La révision théorique est donc systématique ; le PCF ne doit pas "privilégier les intérêts d’une classe particulière" ; de "nécessaires transformations" sont "à faire prévaloir pour dépasser les contradictions de classe et progresser" ; et, contre ceux qui "évoquent la nécessité d’aborder la question : propriété collective des grands moyens de production et d’échange, le Comité national propose de réfléchir dans une approche nouvelle des relations entre pouvoirs, gestion et formes de propriété afin d’éviter étatisme et collectivisme "

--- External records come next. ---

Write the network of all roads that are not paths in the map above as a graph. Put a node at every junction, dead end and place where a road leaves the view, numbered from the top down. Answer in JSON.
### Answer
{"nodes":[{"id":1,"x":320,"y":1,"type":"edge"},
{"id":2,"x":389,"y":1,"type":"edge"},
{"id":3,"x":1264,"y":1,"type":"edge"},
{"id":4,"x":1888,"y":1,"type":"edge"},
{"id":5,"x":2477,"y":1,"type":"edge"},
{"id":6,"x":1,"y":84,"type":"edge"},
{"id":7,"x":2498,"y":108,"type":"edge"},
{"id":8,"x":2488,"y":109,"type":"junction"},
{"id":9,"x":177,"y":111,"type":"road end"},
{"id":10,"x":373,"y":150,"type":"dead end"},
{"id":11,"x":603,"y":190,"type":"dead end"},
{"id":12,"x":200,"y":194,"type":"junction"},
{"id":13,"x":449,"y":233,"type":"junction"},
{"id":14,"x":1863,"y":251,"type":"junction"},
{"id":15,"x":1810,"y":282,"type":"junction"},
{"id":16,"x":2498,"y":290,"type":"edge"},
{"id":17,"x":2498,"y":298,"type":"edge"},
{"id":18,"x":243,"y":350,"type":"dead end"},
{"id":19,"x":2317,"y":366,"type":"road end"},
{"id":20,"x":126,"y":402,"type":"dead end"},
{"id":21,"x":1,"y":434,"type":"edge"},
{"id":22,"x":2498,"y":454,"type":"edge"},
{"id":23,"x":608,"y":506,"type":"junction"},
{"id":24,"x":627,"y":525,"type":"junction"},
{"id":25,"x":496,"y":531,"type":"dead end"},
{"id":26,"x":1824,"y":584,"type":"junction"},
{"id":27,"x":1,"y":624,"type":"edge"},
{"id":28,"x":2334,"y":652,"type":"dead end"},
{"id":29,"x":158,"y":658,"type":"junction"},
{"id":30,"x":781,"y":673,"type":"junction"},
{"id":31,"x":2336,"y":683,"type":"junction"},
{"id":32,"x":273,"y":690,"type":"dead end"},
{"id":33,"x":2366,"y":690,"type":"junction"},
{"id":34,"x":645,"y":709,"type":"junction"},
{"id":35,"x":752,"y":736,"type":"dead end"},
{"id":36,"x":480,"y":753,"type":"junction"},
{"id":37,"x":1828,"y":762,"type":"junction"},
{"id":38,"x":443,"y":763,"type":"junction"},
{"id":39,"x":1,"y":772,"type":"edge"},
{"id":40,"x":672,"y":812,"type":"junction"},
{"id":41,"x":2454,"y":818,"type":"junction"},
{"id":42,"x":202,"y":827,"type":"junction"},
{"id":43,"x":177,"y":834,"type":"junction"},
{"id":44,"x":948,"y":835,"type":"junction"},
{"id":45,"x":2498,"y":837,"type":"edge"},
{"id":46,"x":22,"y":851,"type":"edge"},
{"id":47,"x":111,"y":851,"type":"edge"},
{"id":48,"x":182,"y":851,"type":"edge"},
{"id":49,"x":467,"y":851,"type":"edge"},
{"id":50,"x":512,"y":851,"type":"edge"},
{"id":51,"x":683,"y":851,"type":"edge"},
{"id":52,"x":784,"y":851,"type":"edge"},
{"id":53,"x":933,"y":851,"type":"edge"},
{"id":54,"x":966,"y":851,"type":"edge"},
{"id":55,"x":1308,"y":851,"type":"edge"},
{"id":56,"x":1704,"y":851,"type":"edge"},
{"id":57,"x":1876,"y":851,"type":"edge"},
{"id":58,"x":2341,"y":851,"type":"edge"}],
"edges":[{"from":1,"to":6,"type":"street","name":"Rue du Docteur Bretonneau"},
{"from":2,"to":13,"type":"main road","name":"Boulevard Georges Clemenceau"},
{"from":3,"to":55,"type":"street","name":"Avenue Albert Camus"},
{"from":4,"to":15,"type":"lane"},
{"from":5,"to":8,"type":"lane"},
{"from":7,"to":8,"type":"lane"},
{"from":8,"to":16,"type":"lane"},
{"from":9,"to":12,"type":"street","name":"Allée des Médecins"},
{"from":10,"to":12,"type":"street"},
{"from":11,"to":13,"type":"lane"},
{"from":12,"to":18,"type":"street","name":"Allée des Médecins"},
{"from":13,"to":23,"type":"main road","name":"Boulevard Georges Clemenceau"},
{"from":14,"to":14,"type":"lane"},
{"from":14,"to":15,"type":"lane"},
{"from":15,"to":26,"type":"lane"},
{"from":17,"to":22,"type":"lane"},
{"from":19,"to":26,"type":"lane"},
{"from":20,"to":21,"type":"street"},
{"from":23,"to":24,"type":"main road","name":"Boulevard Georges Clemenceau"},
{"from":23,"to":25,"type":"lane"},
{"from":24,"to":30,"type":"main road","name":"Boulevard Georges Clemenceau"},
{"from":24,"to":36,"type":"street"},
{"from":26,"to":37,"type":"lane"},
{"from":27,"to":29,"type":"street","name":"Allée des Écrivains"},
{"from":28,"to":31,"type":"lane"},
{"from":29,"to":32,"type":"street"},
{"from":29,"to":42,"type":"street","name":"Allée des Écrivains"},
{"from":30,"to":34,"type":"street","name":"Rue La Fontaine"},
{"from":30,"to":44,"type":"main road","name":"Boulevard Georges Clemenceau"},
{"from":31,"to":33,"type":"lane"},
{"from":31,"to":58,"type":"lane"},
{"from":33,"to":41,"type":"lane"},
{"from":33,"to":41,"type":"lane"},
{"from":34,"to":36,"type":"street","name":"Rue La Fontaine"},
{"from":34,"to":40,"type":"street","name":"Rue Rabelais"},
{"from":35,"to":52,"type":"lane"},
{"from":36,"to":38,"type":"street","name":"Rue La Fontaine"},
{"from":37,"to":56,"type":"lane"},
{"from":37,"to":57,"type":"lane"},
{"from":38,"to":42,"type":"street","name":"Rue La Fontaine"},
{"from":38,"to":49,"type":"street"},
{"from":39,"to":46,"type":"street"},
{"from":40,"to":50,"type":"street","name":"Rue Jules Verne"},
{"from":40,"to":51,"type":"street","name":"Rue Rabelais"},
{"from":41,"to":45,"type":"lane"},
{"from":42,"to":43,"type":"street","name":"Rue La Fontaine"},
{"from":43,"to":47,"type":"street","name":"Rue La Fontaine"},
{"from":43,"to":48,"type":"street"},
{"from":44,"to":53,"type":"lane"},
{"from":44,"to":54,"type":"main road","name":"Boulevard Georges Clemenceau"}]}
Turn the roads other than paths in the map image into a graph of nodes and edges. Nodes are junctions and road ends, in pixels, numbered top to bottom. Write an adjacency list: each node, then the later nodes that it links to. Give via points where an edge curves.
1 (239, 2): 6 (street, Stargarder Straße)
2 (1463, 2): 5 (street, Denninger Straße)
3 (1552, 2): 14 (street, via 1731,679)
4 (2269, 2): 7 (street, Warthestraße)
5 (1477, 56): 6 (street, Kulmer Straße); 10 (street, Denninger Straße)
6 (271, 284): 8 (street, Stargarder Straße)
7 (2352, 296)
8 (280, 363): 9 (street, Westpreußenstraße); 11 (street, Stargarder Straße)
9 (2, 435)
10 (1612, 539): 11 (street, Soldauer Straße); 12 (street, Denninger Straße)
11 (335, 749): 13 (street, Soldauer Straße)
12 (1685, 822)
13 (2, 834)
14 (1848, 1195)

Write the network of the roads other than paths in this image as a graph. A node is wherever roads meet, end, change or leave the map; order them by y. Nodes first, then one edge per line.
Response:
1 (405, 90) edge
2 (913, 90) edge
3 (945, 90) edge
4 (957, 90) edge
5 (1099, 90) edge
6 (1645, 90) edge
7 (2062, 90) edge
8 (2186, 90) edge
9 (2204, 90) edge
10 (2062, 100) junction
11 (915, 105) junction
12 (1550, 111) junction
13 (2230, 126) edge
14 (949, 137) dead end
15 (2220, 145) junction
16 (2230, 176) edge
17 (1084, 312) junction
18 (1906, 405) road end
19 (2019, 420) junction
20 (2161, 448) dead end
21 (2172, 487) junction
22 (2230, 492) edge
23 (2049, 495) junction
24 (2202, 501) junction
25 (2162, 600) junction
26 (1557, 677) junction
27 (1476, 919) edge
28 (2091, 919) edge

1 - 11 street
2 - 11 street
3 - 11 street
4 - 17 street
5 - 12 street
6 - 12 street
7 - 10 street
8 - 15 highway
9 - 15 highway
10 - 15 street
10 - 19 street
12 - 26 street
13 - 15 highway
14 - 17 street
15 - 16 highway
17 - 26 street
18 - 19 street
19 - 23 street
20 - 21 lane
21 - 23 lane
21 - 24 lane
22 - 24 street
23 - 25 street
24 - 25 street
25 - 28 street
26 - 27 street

L’objectif est donc tracé : le PCF doit devenir un parti qui combat ouvertement contre l’expropriation du capital, contre l’État ouvrier, l’économie planifiée et la propriété étatique, un parti qui combat publiquement contre le socialisme.
" DÉPASSER LE CAPITALISME "
"Dépasser le capitalisme" , telle est aujourd’hui la formule fétiche des dirigeants du PCF, formule ambiguë à souhait mais qui ne résiste guère à l’analyse. Certes, disent-ils, il y a "crise" et l’on va "vers une société plus dure, plus injuste" , mais la raison n’en est pas la crise du capitalisme pourrissant, car "pourtant existent des possibilités" . La raison en est le "choix de classe des milieux dirigeants de l’économie et de l'État" . Le capitalisme a donc encore un avenir, avec d’autres choix possibles... Si les textes du PCF sont plus "enveloppés" , parfois volontairement moins clairs que ceux du PS, ils n’en sont pas moins sur la même ligne. Ainsi de la "mondialisation" qui recèle, comme pour le PS, des aspects positifs, sous réserves d’autres choix politiques... et cela sans exproprier le Capital :
Nous pensons que d’autres choix politiques peuvent défaire ce que des choix politiques ont fait. La question n’est pas de nier les réalités de l’internationalisation des économies. Elle est d’opposer aux ravages destructeurs de la "mondialisation" actuelle une autre mondialisation : une "mondialisation-coopération" au service du co-développement des peuples. (...)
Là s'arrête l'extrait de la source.